3. Get a Prescription for ABA The next step in getting insurance coverage for your child with autism spectrum disorder is to get a prescription for ABA from your child's physician or licensed psychologist. You will likely need to give a copy of your child's diagnostic report your child's physician or licensed psychologist so that he/she is aware that your child qualifies for this medically necessary treatment.

4. Verify Benefits Then, you will need to verify the benefits offered by your child's health insurance plan. This can be done by submitting your child's prescription to your health insurance plan and then contacting their autism team or their general customer service center to find out if your child's plan covers ABA. You can also ask an ABA treatment provider to verify your child's benefits for you, which they can do if you provide them with your child's health information.

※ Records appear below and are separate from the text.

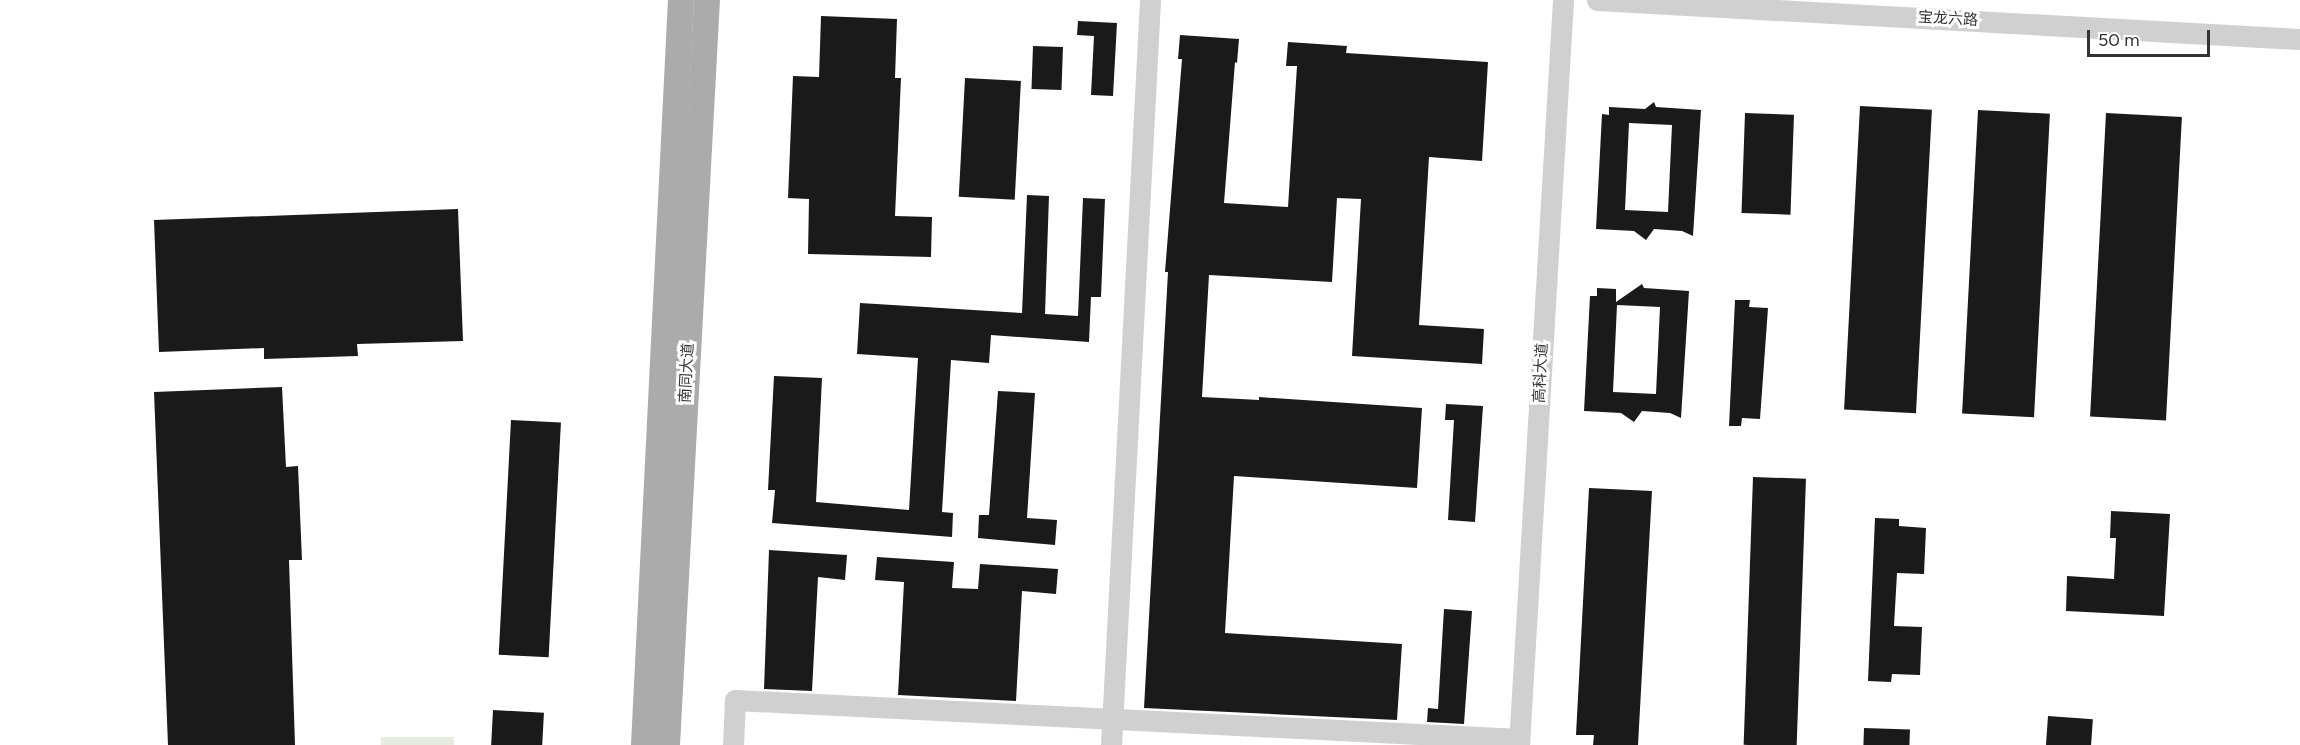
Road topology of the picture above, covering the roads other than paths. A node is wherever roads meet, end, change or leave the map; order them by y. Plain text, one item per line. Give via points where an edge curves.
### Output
1 (681, 0) edge
2 (707, 0) edge
3 (1150, 0) edge
4 (1563, 0) edge
5 (1597, 0) edge
6 (2300, 39) edge
7 (1112, 721) junction
8 (1519, 742) edge
9 (644, 745) edge
10 (667, 745) edge
11 (733, 745) edge
12 (1111, 745) edge

1 - 9 main road, 南同大道
2 - 10 main road, 南同大道
3 - 7 street
4 - 8 street, 高科大道
5 - 6 street, 宝龙六路
7 - 8 street
7 - 11 street via 735,700
7 - 12 street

5. Select an ABA Provider Once you know your child has ABA benefits then ask your health insurance company for a directory of in-network ABA Providers who can provide the necessary ABA services for your child. You can call and interview the ABA providers listed until you find one that fits your child's needs. Remember, in most cases, ABA services are delivered in your child's home or community so the location of the ABA provider may not be a very important. If your child already has an ABA provider, then you will need to find-out if they are in-network with your child's health insurance plan. You may need to request that your ABA provider join the network if they have not yet done so. In some cases, such as when there is not an in-network provider within 30 miles of your home, then you may be able to use an out-of-network provider.

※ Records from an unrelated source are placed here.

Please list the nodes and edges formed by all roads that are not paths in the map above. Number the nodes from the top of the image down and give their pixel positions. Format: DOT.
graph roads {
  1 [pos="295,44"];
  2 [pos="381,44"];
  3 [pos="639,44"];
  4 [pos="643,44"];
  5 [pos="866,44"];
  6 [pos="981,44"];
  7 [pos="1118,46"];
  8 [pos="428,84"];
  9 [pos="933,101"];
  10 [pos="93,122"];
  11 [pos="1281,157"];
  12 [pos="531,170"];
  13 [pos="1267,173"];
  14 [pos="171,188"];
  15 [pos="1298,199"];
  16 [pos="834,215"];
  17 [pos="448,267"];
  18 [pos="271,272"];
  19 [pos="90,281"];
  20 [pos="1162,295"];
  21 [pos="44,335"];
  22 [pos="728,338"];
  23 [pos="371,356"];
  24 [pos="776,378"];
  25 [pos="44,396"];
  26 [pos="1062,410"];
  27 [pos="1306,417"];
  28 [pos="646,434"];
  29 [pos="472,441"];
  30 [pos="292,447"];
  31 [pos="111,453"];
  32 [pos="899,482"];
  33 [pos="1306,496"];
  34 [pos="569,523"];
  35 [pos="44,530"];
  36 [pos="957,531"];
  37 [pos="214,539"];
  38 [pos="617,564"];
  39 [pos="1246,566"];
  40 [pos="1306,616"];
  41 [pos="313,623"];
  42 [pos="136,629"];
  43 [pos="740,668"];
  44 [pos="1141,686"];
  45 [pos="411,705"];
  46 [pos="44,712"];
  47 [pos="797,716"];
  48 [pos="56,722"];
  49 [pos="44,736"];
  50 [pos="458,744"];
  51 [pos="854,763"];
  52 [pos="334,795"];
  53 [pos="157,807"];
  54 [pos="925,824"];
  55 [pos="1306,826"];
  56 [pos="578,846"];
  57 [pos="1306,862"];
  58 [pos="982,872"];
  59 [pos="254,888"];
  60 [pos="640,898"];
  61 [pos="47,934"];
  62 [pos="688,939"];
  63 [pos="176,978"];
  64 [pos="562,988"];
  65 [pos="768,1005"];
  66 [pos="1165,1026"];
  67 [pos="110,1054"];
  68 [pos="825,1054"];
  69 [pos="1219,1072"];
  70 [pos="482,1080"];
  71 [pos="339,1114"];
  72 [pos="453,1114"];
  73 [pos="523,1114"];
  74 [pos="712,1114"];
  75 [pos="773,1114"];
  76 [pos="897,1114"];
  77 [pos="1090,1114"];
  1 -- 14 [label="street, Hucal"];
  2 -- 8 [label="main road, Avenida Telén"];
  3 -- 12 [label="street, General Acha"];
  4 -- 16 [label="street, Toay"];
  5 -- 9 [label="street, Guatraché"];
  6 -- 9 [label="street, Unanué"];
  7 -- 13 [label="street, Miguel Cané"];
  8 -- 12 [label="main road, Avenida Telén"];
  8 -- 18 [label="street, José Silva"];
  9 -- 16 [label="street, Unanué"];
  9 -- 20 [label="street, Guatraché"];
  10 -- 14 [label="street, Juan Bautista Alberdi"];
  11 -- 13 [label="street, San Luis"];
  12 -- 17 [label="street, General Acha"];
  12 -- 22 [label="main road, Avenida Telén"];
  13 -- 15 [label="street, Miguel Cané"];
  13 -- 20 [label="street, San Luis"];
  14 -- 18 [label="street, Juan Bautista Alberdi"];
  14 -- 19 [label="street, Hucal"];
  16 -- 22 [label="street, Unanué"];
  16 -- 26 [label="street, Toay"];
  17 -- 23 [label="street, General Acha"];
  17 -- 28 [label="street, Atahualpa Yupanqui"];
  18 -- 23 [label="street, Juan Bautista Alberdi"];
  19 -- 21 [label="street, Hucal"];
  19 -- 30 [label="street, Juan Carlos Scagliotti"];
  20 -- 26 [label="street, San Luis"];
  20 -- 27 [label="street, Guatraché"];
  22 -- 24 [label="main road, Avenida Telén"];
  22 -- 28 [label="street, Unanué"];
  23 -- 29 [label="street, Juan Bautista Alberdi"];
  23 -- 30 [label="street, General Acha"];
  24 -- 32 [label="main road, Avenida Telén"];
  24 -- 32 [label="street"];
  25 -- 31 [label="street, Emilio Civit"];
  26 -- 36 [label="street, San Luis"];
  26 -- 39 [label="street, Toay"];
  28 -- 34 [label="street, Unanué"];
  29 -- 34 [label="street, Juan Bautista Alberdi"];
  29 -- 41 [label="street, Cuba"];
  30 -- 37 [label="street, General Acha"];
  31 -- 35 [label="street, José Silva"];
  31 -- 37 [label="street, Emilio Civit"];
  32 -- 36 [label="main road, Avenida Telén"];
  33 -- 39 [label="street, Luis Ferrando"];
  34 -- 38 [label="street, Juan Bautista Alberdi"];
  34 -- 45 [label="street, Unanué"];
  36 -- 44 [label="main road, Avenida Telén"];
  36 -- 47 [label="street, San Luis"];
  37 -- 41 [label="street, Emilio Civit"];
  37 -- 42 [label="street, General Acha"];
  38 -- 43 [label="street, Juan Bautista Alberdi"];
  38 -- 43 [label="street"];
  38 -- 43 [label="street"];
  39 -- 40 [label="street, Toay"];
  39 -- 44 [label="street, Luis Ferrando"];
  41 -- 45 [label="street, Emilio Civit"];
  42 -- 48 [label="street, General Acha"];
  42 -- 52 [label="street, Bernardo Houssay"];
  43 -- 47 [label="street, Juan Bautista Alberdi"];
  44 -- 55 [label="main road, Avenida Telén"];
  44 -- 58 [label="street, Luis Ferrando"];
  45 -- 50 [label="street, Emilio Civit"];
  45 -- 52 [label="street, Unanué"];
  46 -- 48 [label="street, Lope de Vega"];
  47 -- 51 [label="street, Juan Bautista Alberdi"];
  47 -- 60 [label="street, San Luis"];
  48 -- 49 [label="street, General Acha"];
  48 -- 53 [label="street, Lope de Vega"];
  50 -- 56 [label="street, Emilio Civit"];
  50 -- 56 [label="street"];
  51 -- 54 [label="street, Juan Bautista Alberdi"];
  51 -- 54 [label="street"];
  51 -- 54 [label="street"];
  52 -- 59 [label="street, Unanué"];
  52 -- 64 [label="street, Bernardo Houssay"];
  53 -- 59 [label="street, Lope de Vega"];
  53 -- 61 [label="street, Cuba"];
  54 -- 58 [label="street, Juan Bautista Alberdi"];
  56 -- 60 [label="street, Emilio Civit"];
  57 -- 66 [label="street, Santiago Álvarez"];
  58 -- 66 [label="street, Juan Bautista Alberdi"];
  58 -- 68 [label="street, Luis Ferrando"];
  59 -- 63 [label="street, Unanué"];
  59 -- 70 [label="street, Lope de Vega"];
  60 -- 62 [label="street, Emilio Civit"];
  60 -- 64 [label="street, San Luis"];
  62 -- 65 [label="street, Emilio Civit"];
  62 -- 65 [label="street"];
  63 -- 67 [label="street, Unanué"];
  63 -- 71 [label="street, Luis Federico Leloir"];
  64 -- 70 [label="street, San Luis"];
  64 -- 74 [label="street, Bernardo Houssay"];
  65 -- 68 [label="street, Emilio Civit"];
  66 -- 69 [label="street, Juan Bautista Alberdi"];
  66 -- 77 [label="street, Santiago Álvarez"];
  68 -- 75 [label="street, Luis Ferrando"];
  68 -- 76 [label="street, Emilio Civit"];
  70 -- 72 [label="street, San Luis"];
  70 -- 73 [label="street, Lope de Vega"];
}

6. Have Provider Conduct an Assessment & Design the Treatment Plan If you are beginning ABA services for the first time, your ABA provider will need to assess your child in order to design a treatment plan. This assessment may include reviewing past reports, interviewing caregivers, observing your child, and/or testing your child's skills. If your child has an existing ABA provider, they may be able to use current assessment information to design your child's treatment plan. The treatment plan should describe your child's behavioral health impairments and should include measurable goals, evidence-based interventions, and recommendations for service type, number of hours, and parent participation. Your provider may or may not have to get preauthorization to conduct the assessment, depending upon the requirements of your child's plan.

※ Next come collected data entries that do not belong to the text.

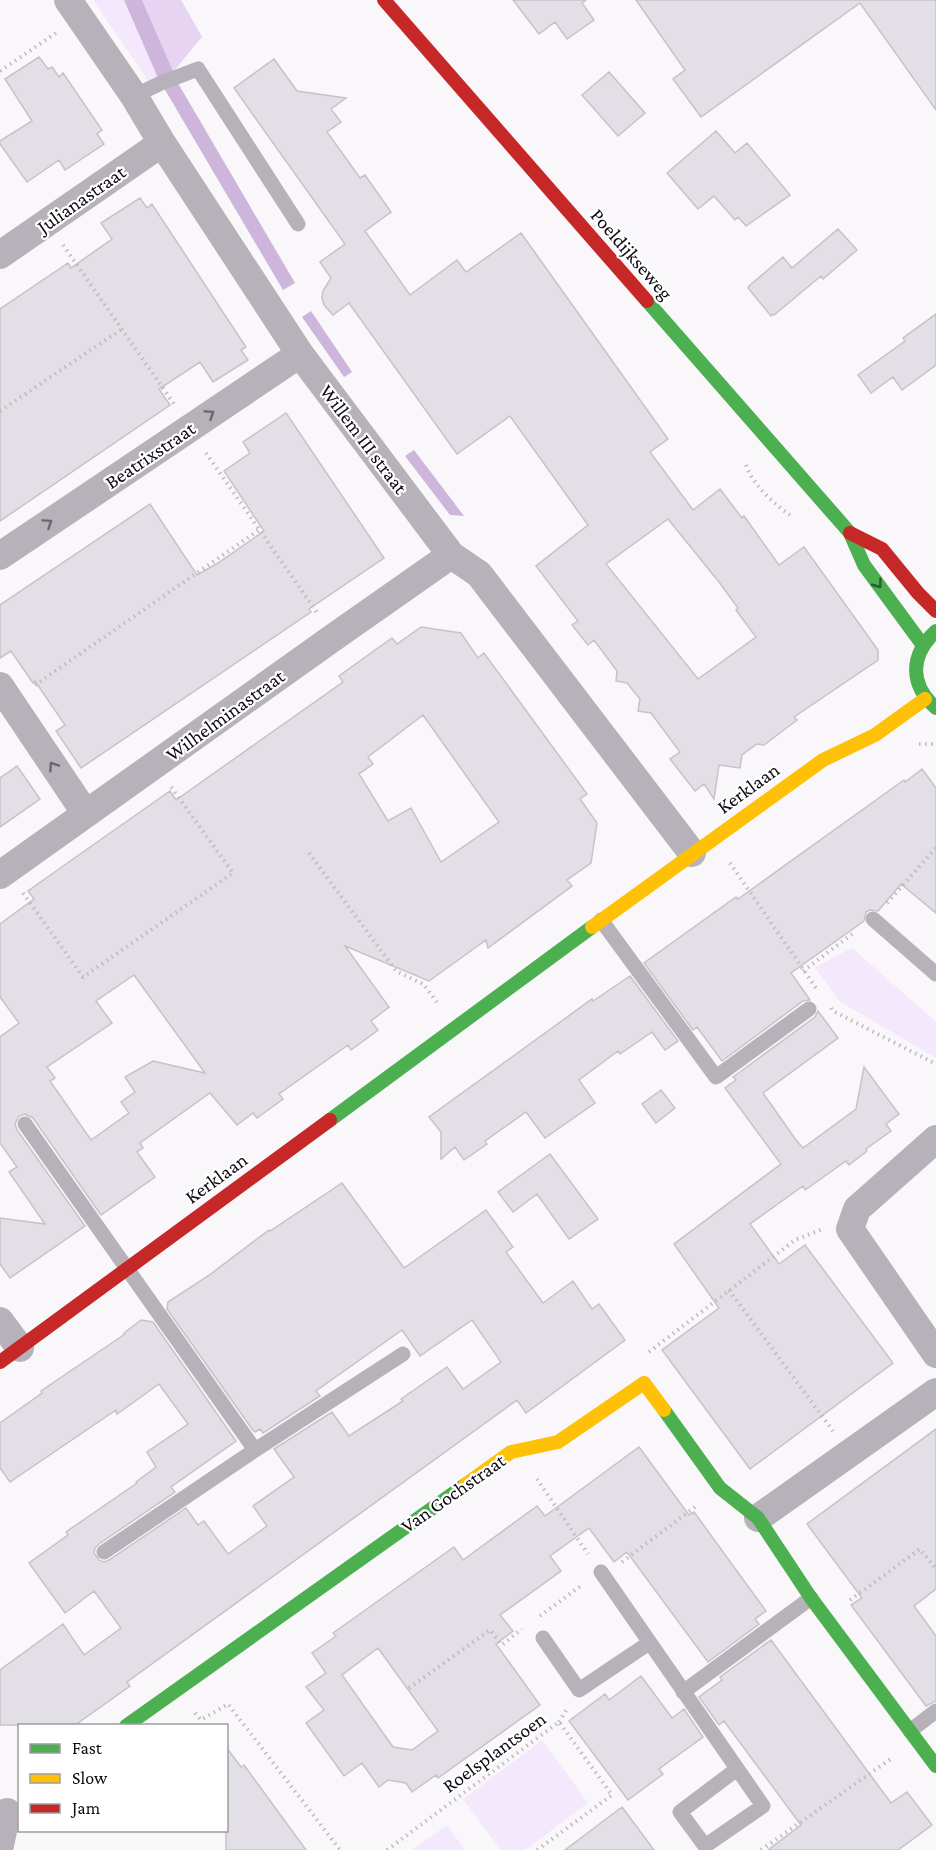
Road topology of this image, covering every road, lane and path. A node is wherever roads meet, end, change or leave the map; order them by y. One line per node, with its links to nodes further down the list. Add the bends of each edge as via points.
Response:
1 (384, 0): 12 (street, Poeldijkseweg)
2 (74, 8): 3 (path); 4 (street, Willem III straat)
3 (0, 71)
4 (134, 96): 5 (street, Willem III straat); 6 (lane, via 198,69)
5 (162, 143): 7 (street, Julianastraat); 9 (street, Willem III straat)
6 (298, 224)
7 (0, 255)
8 (122, 329): 10 (path)
9 (300, 354): 13 (street, Willem III straat); 14 (street, Beatrixstraat, one-way to 9)
10 (0, 411)
11 (259, 530): 18 (path)
12 (850, 533): 15 (street, Poeldijkseweg, via 882,549); 17 (street, Poeldijkseweg, one-way to 17, via 864,565)
13 (451, 555): 20 (street, Wilhelminastraat); 22 (street, Willem III straat, via 479,574)
14 (0, 556)
15 (936, 611)
16 (936, 631): 17 (street)
17 (922, 644): 19 (street, via 915,672 918,687)
18 (5, 694): 21 (street, one-way to 18)
19 (931, 704): 22 (street, Kerklaan, via 823,760)
20 (155, 765): 21 (street, Wilhelminastraat); 24 (path, via 233,873 83,976)
21 (86, 814): 24 (street, Wilhelminastraat)
22 (703, 846): 26 (street, Kerklaan); 28 (path)
23 (309, 853): 31 (path, via 396,971 423,984)
24 (3, 873)
25 (873, 919): 27 (lane)
26 (601, 920): 30 (lane, via 716,1077); 31 (street, Kerklaan)
27 (936, 974)
28 (821, 995)
29 (827, 1003): 32 (path, via 833,1011)
30 (809, 1009)
31 (456, 1027): 36 (street, Kerklaan)
32 (936, 1064)
33 (25, 1124): 36 (lane)
34 (936, 1139): 35 (street, via 857,1209)
35 (854, 1217): 37 (path, via 795,1240); 40 (street, via 850,1228)
36 (127, 1269): 41 (street, Kerklaan); 44 (lane)
37 (729, 1290): 42 (path, via 649,1350); 46 (path)
38 (0, 1320): 41 (street)
39 (403, 1354): 44 (lane)
40 (936, 1354)
41 (10, 1355)
42 (644, 1383): 45 (street, Van Gochstraat, via 558,1442); 47 (street, via 720,1488)
43 (936, 1392): 46 (street)
44 (255, 1450): 48 (lane)
45 (517, 1450): 50 (path); 57 (street, Van Gochstraat)
46 (849, 1454): 47 (street)
47 (758, 1518): 51 (street)
48 (104, 1552)
49 (936, 1569): 52 (path, via 920,1549)
50 (601, 1572): 55 (lane)
51 (811, 1598): 52 (street); 58 (lane)
52 (825, 1618): 61 (street)
53 (525, 1627): 56 (path, via 502,1645 490,1630)
54 (543, 1638): 55 (lane, via 579,1690)
55 (649, 1643): 58 (lane)
56 (409, 1688)
57 (176, 1689): 60 (street, Van Gochstraat); 66 (path, via 201,1720 228,1704)
58 (683, 1692): 63 (lane)
59 (936, 1711): 61 (lane)
60 (127, 1724)
61 (913, 1736): 62 (street); 69 (path)
62 (936, 1766)
63 (736, 1769): 63 (lane, via 680,1812 705,1846 763,1806)
64 (9, 1811): 65 (street)
65 (0, 1845)
66 (340, 1850)
67 (387, 1850): 68 (path, Roelsplantsoen, via 560,1722 612,1795)
68 (537, 1850)
69 (761, 1850)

7. Get Preauthorization for Treatment Depending on the policies of your child's health plan, your ABA provider may have to submit a variety of documents to the health insurance company to get pre-authorization for treatment to begin. For example, you may need to give your provider copies of your child's diagnostic report, functional behavior assessment, standardized tests, IEP report, IFSP report, ABA treatment plan, and progress reports from prior ABA treatment to include in the submission. Your ABA provider will submit requested documents to the health plan in order to get treatment authorization.

8. Begin Services! Once your ABA provider receives written pre-authorization from the health insurance plan then treatment may begin. You will likely have a meeting with your child's assigned ABA supervisor to review and consent to the treatment plan and other policies. Once paperwork has been completed, then your child's supervisor will likely bring a treatment plan data collection binder to your home and start training the professional and paraprofessional staff how to accurately implement your child's treatment plan.

We hope this list will help you to make your way efficiently through the process in order to get your child insurance funding for behavioral health treatment. Behavior Frontiers is dedicated to helping families successfully navigate the process of the new California health insurance mandate for autism!